Line by line, transcribe the data below exactly and pass over the images.

Stored items
=== Begin Enclosure ===

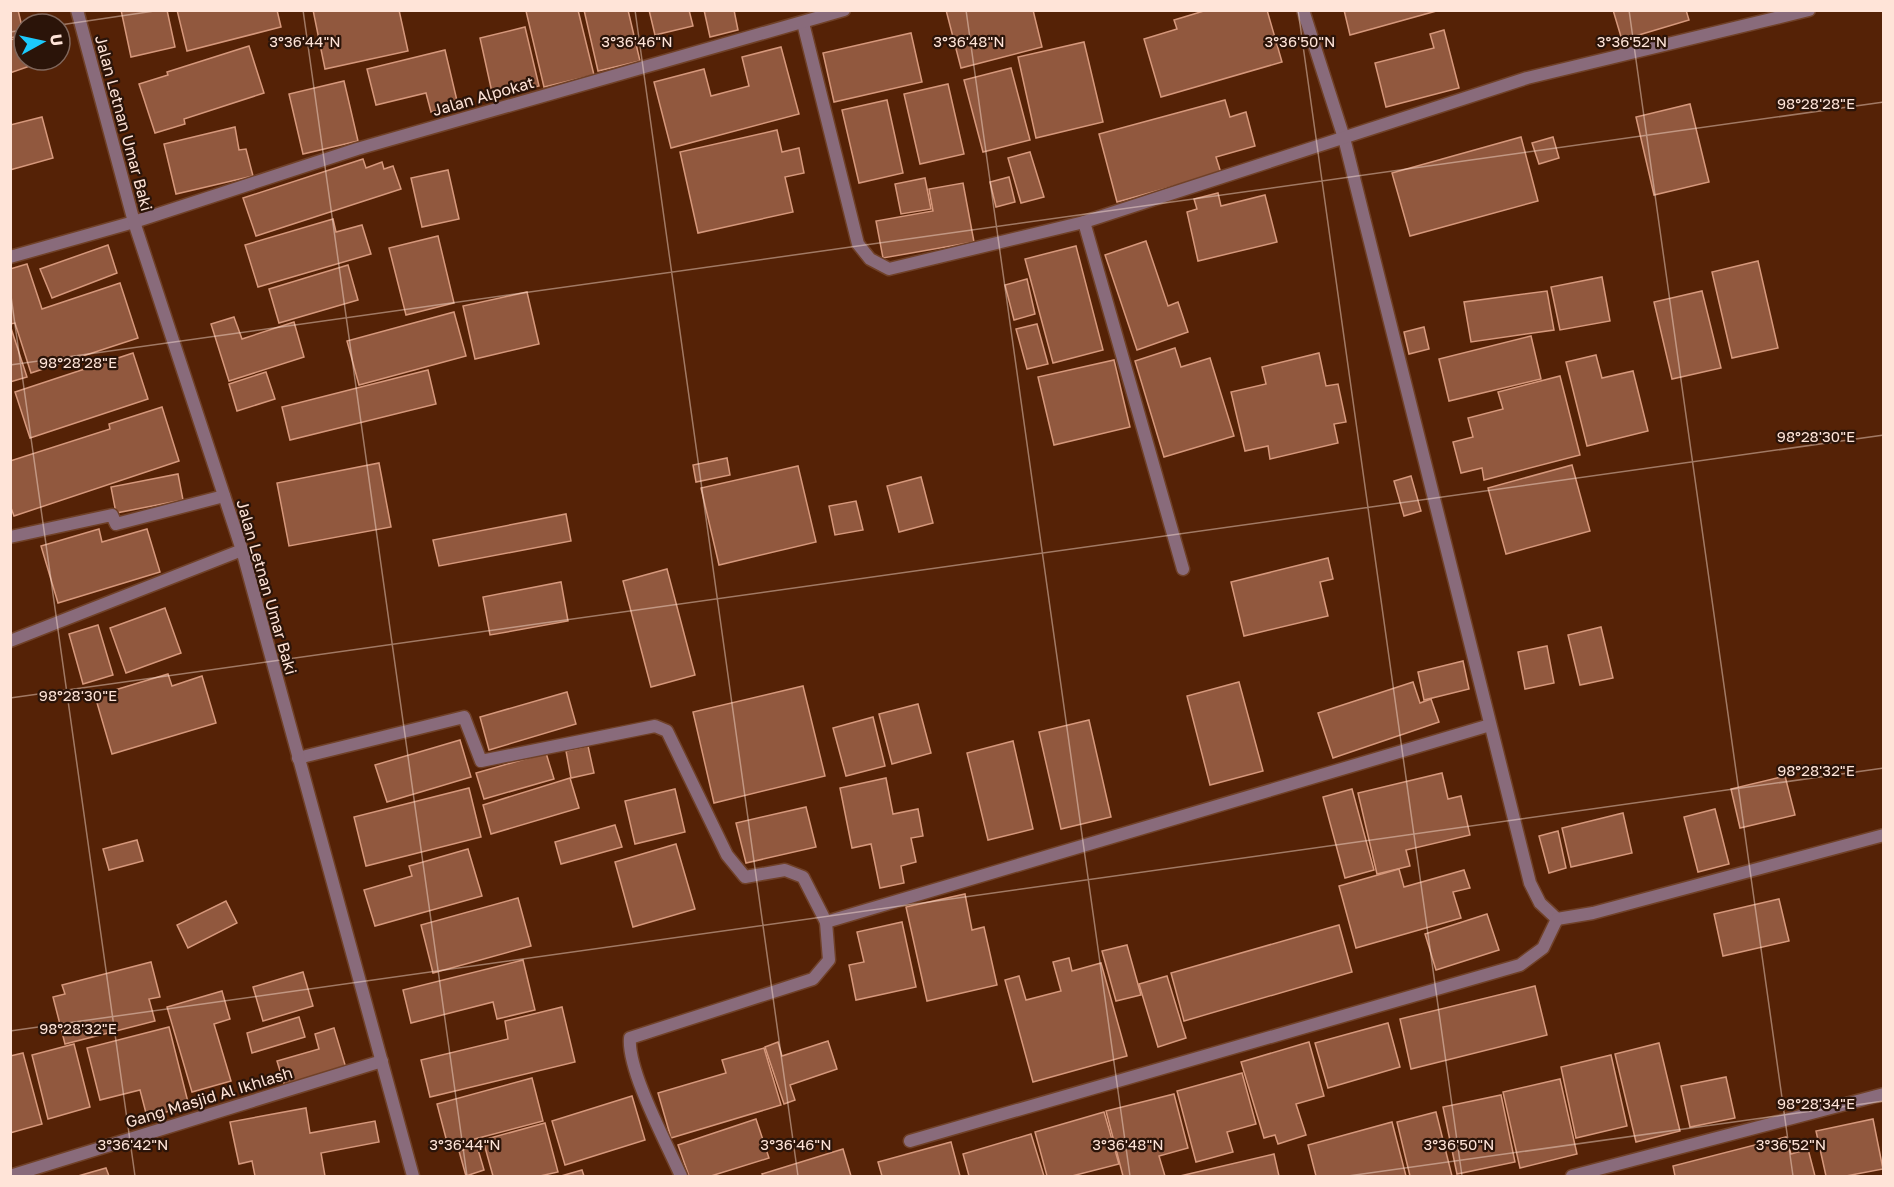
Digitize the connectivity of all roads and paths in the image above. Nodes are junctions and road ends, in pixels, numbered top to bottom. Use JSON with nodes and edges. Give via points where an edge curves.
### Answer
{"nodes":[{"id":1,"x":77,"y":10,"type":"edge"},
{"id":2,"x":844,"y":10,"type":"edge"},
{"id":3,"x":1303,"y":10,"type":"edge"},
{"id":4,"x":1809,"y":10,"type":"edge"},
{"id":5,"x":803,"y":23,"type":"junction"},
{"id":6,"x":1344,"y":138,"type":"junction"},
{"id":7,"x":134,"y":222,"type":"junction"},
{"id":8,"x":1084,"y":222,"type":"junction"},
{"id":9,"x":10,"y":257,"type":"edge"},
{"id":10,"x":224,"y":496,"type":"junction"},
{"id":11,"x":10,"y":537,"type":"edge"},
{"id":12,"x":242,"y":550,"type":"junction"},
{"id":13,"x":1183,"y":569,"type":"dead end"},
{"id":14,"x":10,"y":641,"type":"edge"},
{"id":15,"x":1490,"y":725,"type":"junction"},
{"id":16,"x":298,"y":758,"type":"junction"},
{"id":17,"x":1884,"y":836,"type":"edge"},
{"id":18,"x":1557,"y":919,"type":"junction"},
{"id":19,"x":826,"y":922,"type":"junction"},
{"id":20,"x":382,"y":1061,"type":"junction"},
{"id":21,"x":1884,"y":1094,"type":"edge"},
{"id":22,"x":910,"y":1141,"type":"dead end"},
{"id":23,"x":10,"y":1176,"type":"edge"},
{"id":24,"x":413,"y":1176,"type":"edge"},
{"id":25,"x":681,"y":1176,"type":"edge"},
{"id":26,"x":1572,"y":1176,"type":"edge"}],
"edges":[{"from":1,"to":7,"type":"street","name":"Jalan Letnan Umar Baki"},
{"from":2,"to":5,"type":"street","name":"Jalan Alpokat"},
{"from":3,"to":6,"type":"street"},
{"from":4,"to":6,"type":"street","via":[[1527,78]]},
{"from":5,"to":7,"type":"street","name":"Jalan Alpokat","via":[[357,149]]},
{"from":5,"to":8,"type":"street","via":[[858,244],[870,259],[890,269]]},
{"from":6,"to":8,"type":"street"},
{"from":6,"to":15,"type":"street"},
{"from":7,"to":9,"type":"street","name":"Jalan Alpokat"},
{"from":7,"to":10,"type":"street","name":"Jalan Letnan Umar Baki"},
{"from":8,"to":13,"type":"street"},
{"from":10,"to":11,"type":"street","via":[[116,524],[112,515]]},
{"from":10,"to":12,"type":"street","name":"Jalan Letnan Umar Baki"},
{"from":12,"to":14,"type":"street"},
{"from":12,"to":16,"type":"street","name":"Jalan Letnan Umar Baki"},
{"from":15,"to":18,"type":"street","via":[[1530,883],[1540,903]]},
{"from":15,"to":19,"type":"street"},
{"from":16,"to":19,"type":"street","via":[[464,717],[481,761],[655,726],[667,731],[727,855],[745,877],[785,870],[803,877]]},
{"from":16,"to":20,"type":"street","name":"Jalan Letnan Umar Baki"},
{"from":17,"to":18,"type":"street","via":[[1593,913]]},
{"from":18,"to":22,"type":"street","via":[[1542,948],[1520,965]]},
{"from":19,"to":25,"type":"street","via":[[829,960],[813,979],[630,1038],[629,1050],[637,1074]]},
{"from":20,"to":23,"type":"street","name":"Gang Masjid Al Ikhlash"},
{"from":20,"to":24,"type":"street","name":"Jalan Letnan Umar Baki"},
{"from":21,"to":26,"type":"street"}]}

=== End Enclosure ===

## Finished exercise
Digitize the connectivity of all roads and paths in the image above. Nodes are junctions and road ends, in pixels, numbered top to bottom. Use JSON with nodes and edges. Give via points where an edge curves.
### Answer
{"nodes":[{"id":1,"x":77,"y":10,"type":"edge"},
{"id":2,"x":844,"y":10,"type":"edge"},
{"id":3,"x":1303,"y":10,"type":"edge"},
{"id":4,"x":1809,"y":10,"type":"edge"},
{"id":5,"x":803,"y":23,"type":"junction"},
{"id":6,"x":1344,"y":138,"type":"junction"},
{"id":7,"x":134,"y":222,"type":"junction"},
{"id":8,"x":1084,"y":222,"type":"junction"},
{"id":9,"x":10,"y":257,"type":"edge"},
{"id":10,"x":224,"y":496,"type":"junction"},
{"id":11,"x":10,"y":537,"type":"edge"},
{"id":12,"x":242,"y":550,"type":"junction"},
{"id":13,"x":1183,"y":569,"type":"dead end"},
{"id":14,"x":10,"y":641,"type":"edge"},
{"id":15,"x":1490,"y":725,"type":"junction"},
{"id":16,"x":298,"y":758,"type":"junction"},
{"id":17,"x":1884,"y":836,"type":"edge"},
{"id":18,"x":1557,"y":919,"type":"junction"},
{"id":19,"x":826,"y":922,"type":"junction"},
{"id":20,"x":382,"y":1061,"type":"junction"},
{"id":21,"x":1884,"y":1094,"type":"edge"},
{"id":22,"x":910,"y":1141,"type":"dead end"},
{"id":23,"x":10,"y":1176,"type":"edge"},
{"id":24,"x":413,"y":1176,"type":"edge"},
{"id":25,"x":681,"y":1176,"type":"edge"},
{"id":26,"x":1572,"y":1176,"type":"edge"}],
"edges":[{"from":1,"to":7,"type":"street","name":"Jalan Letnan Umar Baki"},
{"from":2,"to":5,"type":"street","name":"Jalan Alpokat"},
{"from":3,"to":6,"type":"street"},
{"from":4,"to":6,"type":"street","via":[[1527,78]]},
{"from":5,"to":7,"type":"street","name":"Jalan Alpokat","via":[[357,149]]},
{"from":5,"to":8,"type":"street","via":[[858,244],[870,259],[890,269]]},
{"from":6,"to":8,"type":"street"},
{"from":6,"to":15,"type":"street"},
{"from":7,"to":9,"type":"street","name":"Jalan Alpokat"},
{"from":7,"to":10,"type":"street","name":"Jalan Letnan Umar Baki"},
{"from":8,"to":13,"type":"street"},
{"from":10,"to":11,"type":"street","via":[[116,524],[112,515]]},
{"from":10,"to":12,"type":"street","name":"Jalan Letnan Umar Baki"},
{"from":12,"to":14,"type":"street"},
{"from":12,"to":16,"type":"street","name":"Jalan Letnan Umar Baki"},
{"from":15,"to":18,"type":"street","via":[[1530,883],[1540,903]]},
{"from":15,"to":19,"type":"street"},
{"from":16,"to":19,"type":"street","via":[[464,717],[481,761],[655,726],[667,731],[727,855],[745,877],[785,870],[803,877]]},
{"from":16,"to":20,"type":"street","name":"Jalan Letnan Umar Baki"},
{"from":17,"to":18,"type":"street","via":[[1593,913]]},
{"from":18,"to":22,"type":"street","via":[[1542,948],[1520,965]]},
{"from":19,"to":25,"type":"street","via":[[829,960],[813,979],[630,1038],[629,1050],[637,1074]]},
{"from":20,"to":23,"type":"street","name":"Gang Masjid Al Ikhlash"},
{"from":20,"to":24,"type":"street","name":"Jalan Letnan Umar Baki"},
{"from":21,"to":26,"type":"street"}]}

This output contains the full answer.